→ **Exercise goal**: All lines in the entries below that hold "roads" make up the answer.

→ **Information provided**:
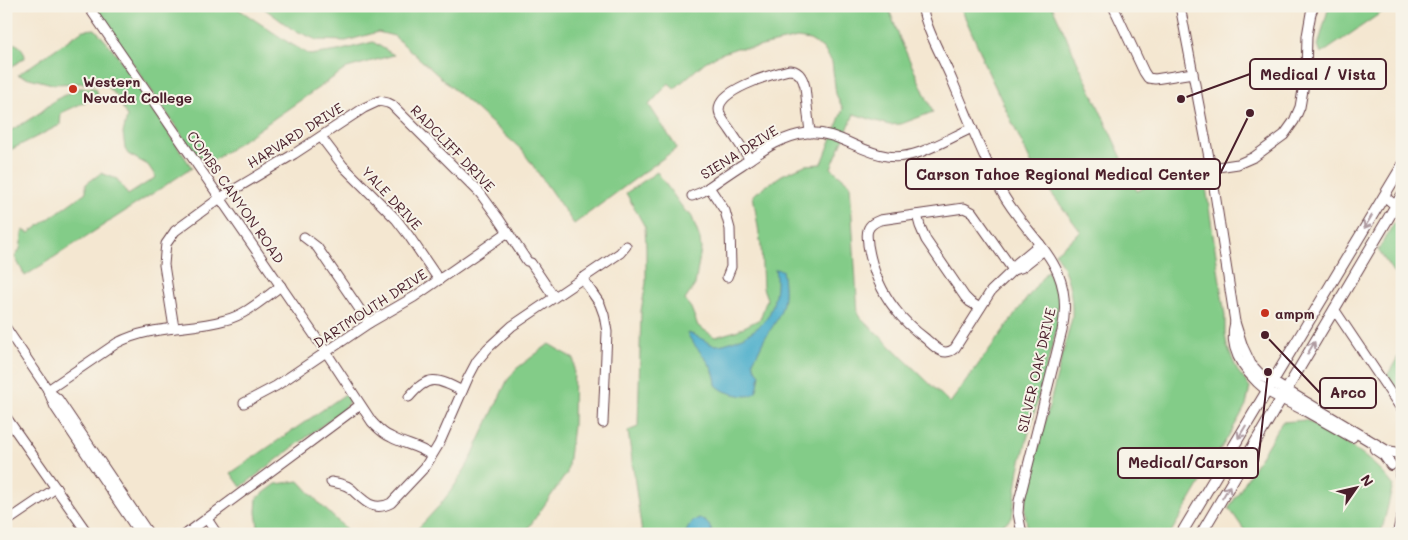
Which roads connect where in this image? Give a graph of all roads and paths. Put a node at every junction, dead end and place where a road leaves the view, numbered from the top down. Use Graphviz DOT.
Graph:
graph roads {
  1 [pos="88,6"];
  2 [pos="922,6"];
  3 [pos="1113,6"];
  4 [pos="1180,6"];
  5 [pos="1314,6"];
  6 [pos="1192,73"];
  7 [pos="364,108"];
  8 [pos="972,128"];
  9 [pos="810,133"];
  10 [pos="321,137"];
  11 [pos="750,159"];
  12 [pos="1402,166"];
  13 [pos="1211,168"];
  14 [pos="709,187"];
  15 [pos="692,196"];
  16 [pos="1384,196"];
  17 [pos="1402,196"];
  18 [pos="220,198"];
  19 [pos="1399,210"];
  20 [pos="918,215"];
  21 [pos="508,232"];
  22 [pos="304,237"];
  23 [pos="626,246"];
  24 [pos="1042,247"];
  25 [pos="1013,270"];
  26 [pos="727,277"];
  27 [pos="582,278"];
  28 [pos="439,280"];
  29 [pos="281,286"];
  30 [pos="554,297"];
  31 [pos="980,308"];
  32 [pos="1334,309"];
  33 [pos="369,323"];
  34 [pos="6,328"];
  35 [pos="174,328"];
  36 [pos="326,352"];
  37 [pos="1270,386"];
  38 [pos="48,390"];
  39 [pos="462,391"];
  40 [pos="1284,394"];
  41 [pos="409,397"];
  42 [pos="244,403"];
  43 [pos="360,405"];
  44 [pos="1402,410"];
  45 [pos="6,417"];
  46 [pos="603,423"];
  47 [pos="9,428"];
  48 [pos="1400,453"];
  49 [pos="431,455"];
  50 [pos="1391,464"];
  51 [pos="1402,475"];
  52 [pos="331,482"];
  53 [pos="56,488"];
  54 [pos="207,519"];
  55 [pos="1402,520"];
  56 [pos="6,522"];
  57 [pos="88,534"];
  58 [pos="140,534"];
  59 [pos="149,534"];
  60 [pos="186,534"];
  61 [pos="217,534"];
  62 [pos="1022,534"];
  63 [pos="1181,534"];
  64 [pos="1201,534"];
  65 [pos="1399,534"];
  1 -- 18 [label="street, COMBS CANYON ROAD"];
  2 -- 8 [label="street, SILVER OAK DRIVE"];
  3 -- 6 [label="street"];
  4 -- 6 [label="street"];
  5 -- 13 [label="street"];
  6 -- 13 [label="street"];
  7 -- 10 [label="street, HARVARD DRIVE"];
  7 -- 21 [label="street, RADCLIFF DRIVE"];
  8 -- 9 [label="street, SIENA DRIVE"];
  8 -- 24 [label="street, SILVER OAK DRIVE"];
  9 -- 11 [label="street, SIENA DRIVE"];
  9 -- 11 [label="street"];
  10 -- 18 [label="street, HARVARD DRIVE"];
  10 -- 28 [label="street, YALE DRIVE"];
  11 -- 14 [label="street, SIENA DRIVE"];
  12 -- 16 [label="main road"];
  13 -- 37 [label="street"];
  14 -- 15 [label="street, SIENA DRIVE"];
  14 -- 26 [label="street"];
  16 -- 19 [label="street"];
  16 -- 37 [label="main road, one-way"];
  17 -- 19 [label="main road"];
  18 -- 29 [label="street, COMBS CANYON ROAD"];
  18 -- 35 [label="street, HARVARD DRIVE"];
  19 -- 32 [label="main road"];
  20 -- 25 [label="street"];
  20 -- 31 [label="street"];
  20 -- 31 [label="street"];
  21 -- 28 [label="street, DARTMOUTH DRIVE"];
  21 -- 30 [label="street, RADCLIFF DRIVE"];
  22 -- 33 [label="street"];
  23 -- 27 [label="street"];
  24 -- 25 [label="street"];
  24 -- 62 [label="street, SILVER OAK DRIVE"];
  25 -- 31 [label="street"];
  27 -- 30 [label="street"];
  27 -- 46 [label="street"];
  28 -- 33 [label="street, DARTMOUTH DRIVE"];
  29 -- 35 [label="street"];
  29 -- 36 [label="street, COMBS CANYON ROAD"];
  30 -- 39 [label="street"];
  40 -- 32 [label="main road, one-way"];
  32 -- 44 [label="street"];
  33 -- 36 [label="street, DARTMOUTH DRIVE"];
  34 -- 38 [label="street"];
  35 -- 38 [label="street"];
  36 -- 42 [label="street, DARTMOUTH DRIVE"];
  36 -- 43 [label="street, COMBS CANYON ROAD"];
  37 -- 40 [label="main road"];
  37 -- 63 [label="main road, one-way"];
  38 -- 58 [label="street"];
  38 -- 59 [label="street"];
  39 -- 41 [label="street"];
  39 -- 49 [label="street"];
  40 -- 48 [label="main road"];
  40 -- 50 [label="main road"];
  64 -- 40 [label="main road, one-way"];
  43 -- 49 [label="street, COMBS CANYON ROAD"];
  43 -- 54 [label="street"];
  45 -- 47 [label="street"];
  47 -- 53 [label="street"];
  48 -- 50 [label="main road"];
  49 -- 52 [label="street"];
  50 -- 51 [label="main road"];
  53 -- 56 [label="street"];
  53 -- 57 [label="street"];
  54 -- 60 [label="street"];
  54 -- 61 [label="street"];
  55 -- 65 [label="highway"];
}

→ **Answer space**:
Which roads connect where in this image? Give a graph of all roads and paths. Put a node at every junction, dead end and place where a road leaves the view, numbered from the top down. Use Graphviz DOT.
graph roads {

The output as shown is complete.